You didn't understand (or I explained it poorly).
Consider this diagram:
View attachment 167521
You are photographing 3 buildings. At location
A, they all fit in a single frame. The red lines are your FOV. Look at the 3 white lines from
A, showing how the front and side of building 1 project toward that point. Note that at this location, you will capture some background between those buildings, most of the image of that building will be the front, with a narrow, skewed view of the side.
Now, in an attempt to take the same image but with higher resolution, you move to
B, and shoot a three-image pano from a single location to stitch together. The green lines represent the same FOV as before, now turned to the left for the first image.
The three white lines from
B represent the same front and side projection of building 1, but from this closer location.
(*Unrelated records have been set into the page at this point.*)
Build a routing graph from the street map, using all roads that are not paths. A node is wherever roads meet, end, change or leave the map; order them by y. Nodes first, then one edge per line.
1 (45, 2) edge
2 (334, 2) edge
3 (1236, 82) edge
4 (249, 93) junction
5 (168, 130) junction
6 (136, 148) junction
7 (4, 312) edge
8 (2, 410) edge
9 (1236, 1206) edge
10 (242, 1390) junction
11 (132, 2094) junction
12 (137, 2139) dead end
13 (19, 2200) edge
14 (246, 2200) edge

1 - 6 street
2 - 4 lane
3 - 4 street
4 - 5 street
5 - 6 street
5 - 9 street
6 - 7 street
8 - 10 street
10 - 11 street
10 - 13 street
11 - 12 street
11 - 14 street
This portion of the future composite image is not only distorted by the wide-angle lens, which can be corrected, but the image content is different, which can't be corrected. In the distant capture, the back corner of 1 and some background between buildings is visible. In the image captured up close, the portion of the image subtended by the side is much wider and almost as much as the front. Also the back corner of building 1 and background between the buildings is obscured by the middle building.
A set of 3 images taken at the right 3 locations across the front of the buildings and then stitched together will reproduce the single-frame distant image more faithfully, and reduce the content looking like a projection on the inside of a cylinder.
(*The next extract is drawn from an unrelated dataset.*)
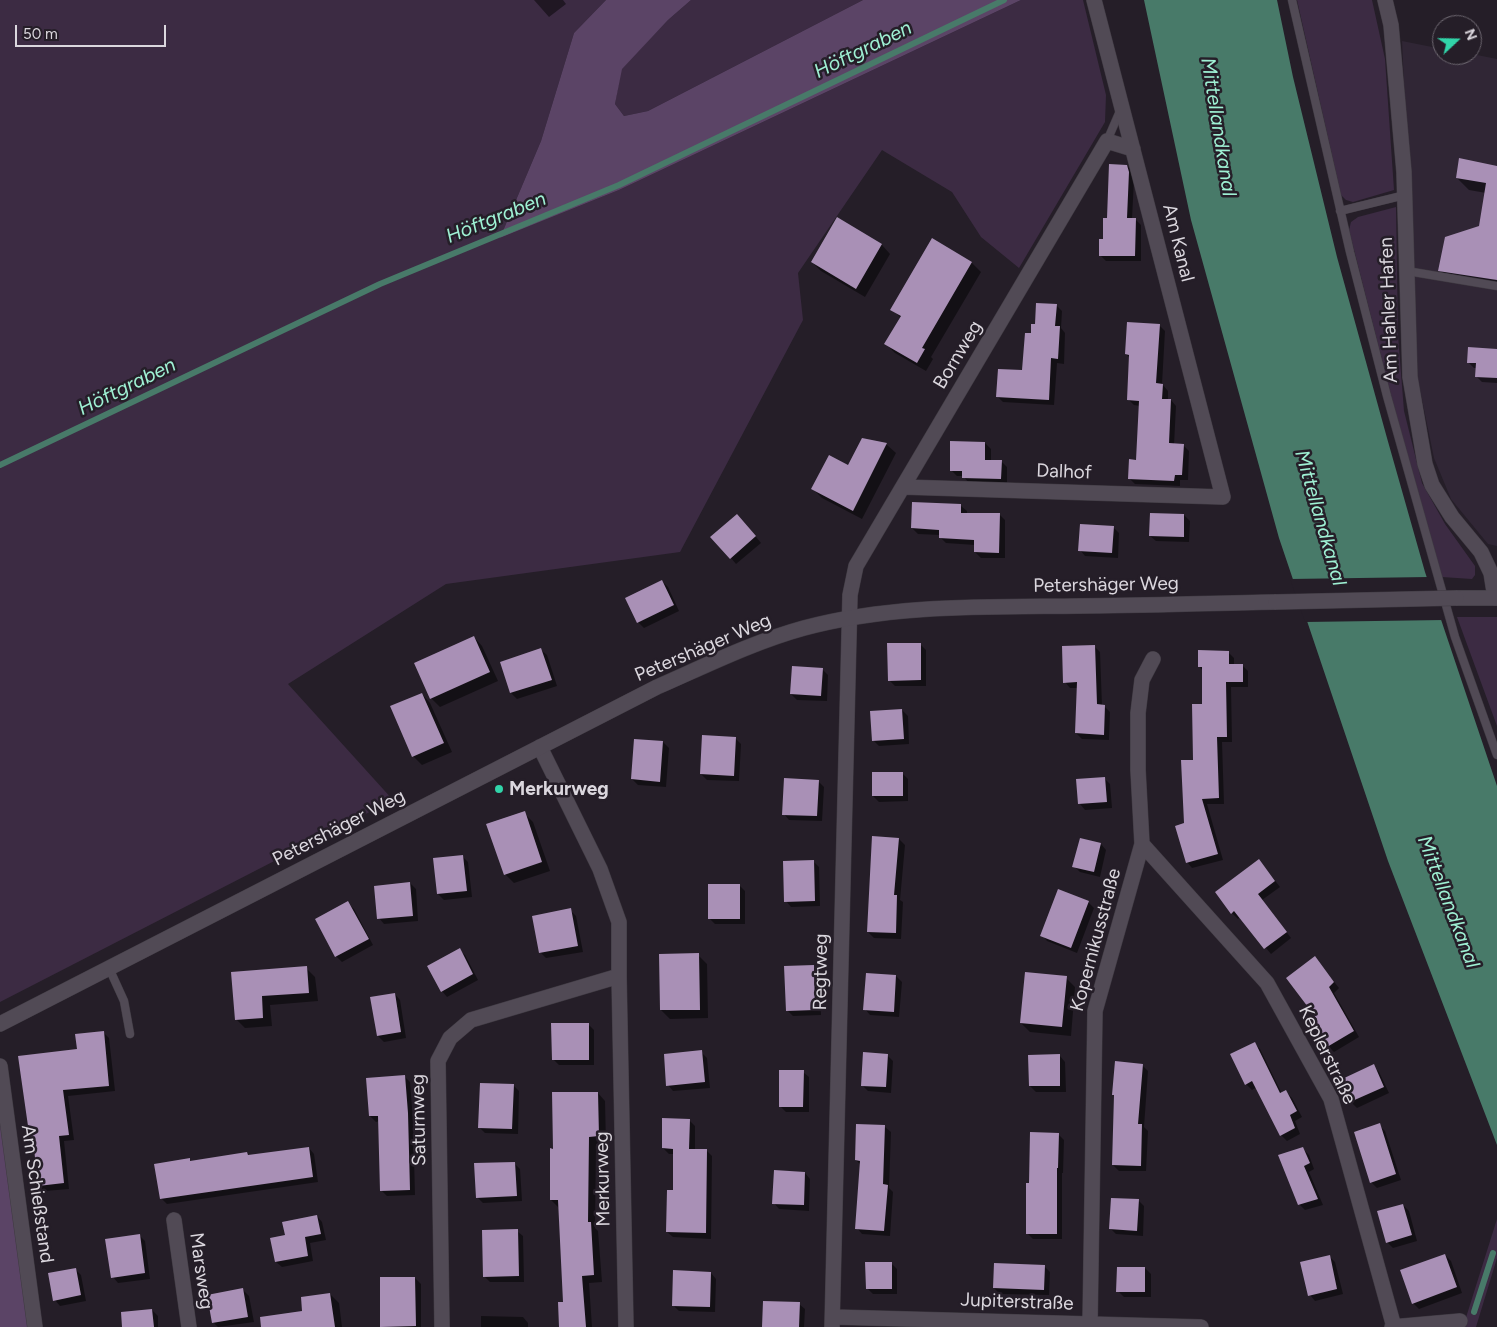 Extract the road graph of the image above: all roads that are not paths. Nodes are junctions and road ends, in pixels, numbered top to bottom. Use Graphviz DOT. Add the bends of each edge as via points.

For a real situation you can diagram this out, do the math, and figure out the correct locations to take the 3 pictures. A lot of work but can be more than worth it for some applications.
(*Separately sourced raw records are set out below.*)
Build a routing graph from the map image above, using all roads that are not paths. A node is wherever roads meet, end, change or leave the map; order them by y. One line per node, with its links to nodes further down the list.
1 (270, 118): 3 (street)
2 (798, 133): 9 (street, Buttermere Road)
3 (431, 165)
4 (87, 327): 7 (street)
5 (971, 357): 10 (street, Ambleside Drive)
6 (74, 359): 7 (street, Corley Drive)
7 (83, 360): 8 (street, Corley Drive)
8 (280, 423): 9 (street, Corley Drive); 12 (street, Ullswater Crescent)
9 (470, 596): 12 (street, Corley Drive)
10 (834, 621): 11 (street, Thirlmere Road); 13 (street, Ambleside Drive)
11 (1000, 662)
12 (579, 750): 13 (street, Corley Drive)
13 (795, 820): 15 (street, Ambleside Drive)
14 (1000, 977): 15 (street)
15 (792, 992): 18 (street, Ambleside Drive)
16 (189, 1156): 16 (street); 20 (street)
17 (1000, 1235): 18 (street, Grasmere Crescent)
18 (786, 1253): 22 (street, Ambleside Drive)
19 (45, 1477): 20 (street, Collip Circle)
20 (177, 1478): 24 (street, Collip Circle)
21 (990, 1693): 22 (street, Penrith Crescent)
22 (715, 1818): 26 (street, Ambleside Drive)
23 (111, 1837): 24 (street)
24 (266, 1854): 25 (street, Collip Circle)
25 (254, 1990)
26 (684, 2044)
Less work is to eyeball it. For this scene you know what it looks like between the buildings from the single frame shot, so from the near distance slide (roll) side to side until it looks about like that, shoot the first shot, move to the middle, shoot the second, repeat for the third, each time trying to position side to side so the frame looks similar to that third of the distant image.
Or, use the pano feature. Or any amount in between. Really depends on what you need.